__Problem requirements__: In full and without change, transcribe the records below.

_____

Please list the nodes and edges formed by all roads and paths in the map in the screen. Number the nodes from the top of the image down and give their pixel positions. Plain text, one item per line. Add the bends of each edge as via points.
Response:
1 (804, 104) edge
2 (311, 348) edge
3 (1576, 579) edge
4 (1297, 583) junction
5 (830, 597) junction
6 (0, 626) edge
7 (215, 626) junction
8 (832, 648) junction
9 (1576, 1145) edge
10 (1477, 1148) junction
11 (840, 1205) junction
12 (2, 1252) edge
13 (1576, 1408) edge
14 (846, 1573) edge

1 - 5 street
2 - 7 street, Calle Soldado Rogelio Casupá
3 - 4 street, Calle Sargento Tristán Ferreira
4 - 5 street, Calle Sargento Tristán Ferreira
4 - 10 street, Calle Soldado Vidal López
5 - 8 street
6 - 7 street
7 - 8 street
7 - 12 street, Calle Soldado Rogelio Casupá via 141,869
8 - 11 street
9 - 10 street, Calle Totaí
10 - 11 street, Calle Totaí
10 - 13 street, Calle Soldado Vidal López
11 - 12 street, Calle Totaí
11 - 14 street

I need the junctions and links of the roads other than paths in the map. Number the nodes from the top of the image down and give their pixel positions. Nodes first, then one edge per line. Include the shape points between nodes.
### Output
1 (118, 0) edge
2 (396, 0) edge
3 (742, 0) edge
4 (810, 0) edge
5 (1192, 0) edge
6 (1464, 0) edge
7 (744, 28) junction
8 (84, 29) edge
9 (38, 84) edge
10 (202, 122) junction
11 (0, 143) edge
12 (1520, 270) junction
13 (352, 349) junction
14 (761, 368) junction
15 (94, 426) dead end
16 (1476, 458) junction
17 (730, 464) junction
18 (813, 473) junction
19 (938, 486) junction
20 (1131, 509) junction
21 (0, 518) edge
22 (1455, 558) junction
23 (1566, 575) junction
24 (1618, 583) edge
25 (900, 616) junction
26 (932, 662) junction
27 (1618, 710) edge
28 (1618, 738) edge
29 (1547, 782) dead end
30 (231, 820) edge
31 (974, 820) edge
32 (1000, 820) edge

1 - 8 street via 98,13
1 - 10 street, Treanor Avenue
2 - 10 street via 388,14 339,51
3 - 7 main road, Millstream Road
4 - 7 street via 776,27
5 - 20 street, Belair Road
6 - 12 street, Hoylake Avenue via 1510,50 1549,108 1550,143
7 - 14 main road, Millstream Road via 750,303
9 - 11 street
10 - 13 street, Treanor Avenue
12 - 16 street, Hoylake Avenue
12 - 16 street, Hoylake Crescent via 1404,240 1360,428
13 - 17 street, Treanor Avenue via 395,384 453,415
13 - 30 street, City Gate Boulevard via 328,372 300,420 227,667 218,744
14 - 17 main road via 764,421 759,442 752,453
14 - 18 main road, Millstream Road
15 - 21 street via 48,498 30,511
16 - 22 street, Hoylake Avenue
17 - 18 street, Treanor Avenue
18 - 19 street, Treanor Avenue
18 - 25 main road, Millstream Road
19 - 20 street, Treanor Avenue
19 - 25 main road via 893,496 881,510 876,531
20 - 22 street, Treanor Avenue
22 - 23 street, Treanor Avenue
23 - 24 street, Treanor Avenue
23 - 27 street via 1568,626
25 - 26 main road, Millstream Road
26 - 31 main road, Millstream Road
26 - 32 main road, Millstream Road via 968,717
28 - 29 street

_____

__Written answer__:
Please list the nodes and edges formed by all roads and paths in the map in the screen. Number the nodes from the top of the image down and give their pixel positions. Plain text, one item per line. Add the bends of each edge as via points.
Response:
1 (804, 104) edge
2 (311, 348) edge
3 (1576, 579) edge
4 (1297, 583) junction
5 (830, 597) junction
6 (0, 626) edge
7 (215, 626) junction
8 (832, 648) junction
9 (1576, 1145) edge
10 (1477, 1148) junction
11 (840, 1205) junction
12 (2, 1252) edge
13 (1576, 1408) edge
14 (846, 1573) edge

1 - 5 street
2 - 7 street, Calle Soldado Rogelio Casupá
3 - 4 street, Calle Sargento Tristán Ferreira
4 - 5 street, Calle Sargento Tristán Ferreira
4 - 10 street, Calle Soldado Vidal López
5 - 8 street
6 - 7 street
7 - 8 street
7 - 12 street, Calle Soldado Rogelio Casupá via 141,869
8 - 11 street
9 - 10 street, Calle Totaí
10 - 11 street, Calle Totaí
10 - 13 street, Calle Soldado Vidal López
11 - 12 street, Calle Totaí
11 - 14 street

I need the junctions and links of the roads other than paths in the map. Number the nodes from the top of the image down and give their pixel positions. Nodes first, then one edge per line. Include the shape points between nodes.
### Output
1 (118, 0) edge
2 (396, 0) edge
3 (742, 0) edge
4 (810, 0) edge
5 (1192, 0) edge
6 (1464, 0) edge
7 (744, 28) junction
8 (84, 29) edge
9 (38, 84) edge
10 (202, 122) junction
11 (0, 143) edge
12 (1520, 270) junction
13 (352, 349) junction
14 (761, 368) junction
15 (94, 426) dead end
16 (1476, 458) junction
17 (730, 464) junction
18 (813, 473) junction
19 (938, 486) junction
20 (1131, 509) junction
21 (0, 518) edge
22 (1455, 558) junction
23 (1566, 575) junction
24 (1618, 583) edge
25 (900, 616) junction
26 (932, 662) junction
27 (1618, 710) edge
28 (1618, 738) edge
29 (1547, 782) dead end
30 (231, 820) edge
31 (974, 820) edge
32 (1000, 820) edge

1 - 8 street via 98,13
1 - 10 street, Treanor Avenue
2 - 10 street via 388,14 339,51
3 - 7 main road, Millstream Road
4 - 7 street via 776,27
5 - 20 street, Belair Road
6 - 12 street, Hoylake Avenue via 1510,50 1549,108 1550,143
7 - 14 main road, Millstream Road via 750,303
9 - 11 street
10 - 13 street, Treanor Avenue
12 - 16 street, Hoylake Avenue
12 - 16 street, Hoylake Crescent via 1404,240 1360,428
13 - 17 street, Treanor Avenue via 395,384 453,415
13 - 30 street, City Gate Boulevard via 328,372 300,420 227,667 218,744
14 - 17 main road via 764,421 759,442 752,453
14 - 18 main road, Millstream Road
15 - 21 street via 48,498 30,511
16 - 22 street, Hoylake Avenue
17 - 18 street, Treanor Avenue
18 - 19 street, Treanor Avenue
18 - 25 main road, Millstream Road
19 - 20 street, Treanor Avenue
19 - 25 main road via 893,496 881,510 876,531
20 - 22 street, Treanor Avenue
22 - 23 street, Treanor Avenue
23 - 24 street, Treanor Avenue
23 - 27 street via 1568,626
25 - 26 main road, Millstream Road
26 - 31 main road, Millstream Road
26 - 32 main road, Millstream Road via 968,717
28 - 29 street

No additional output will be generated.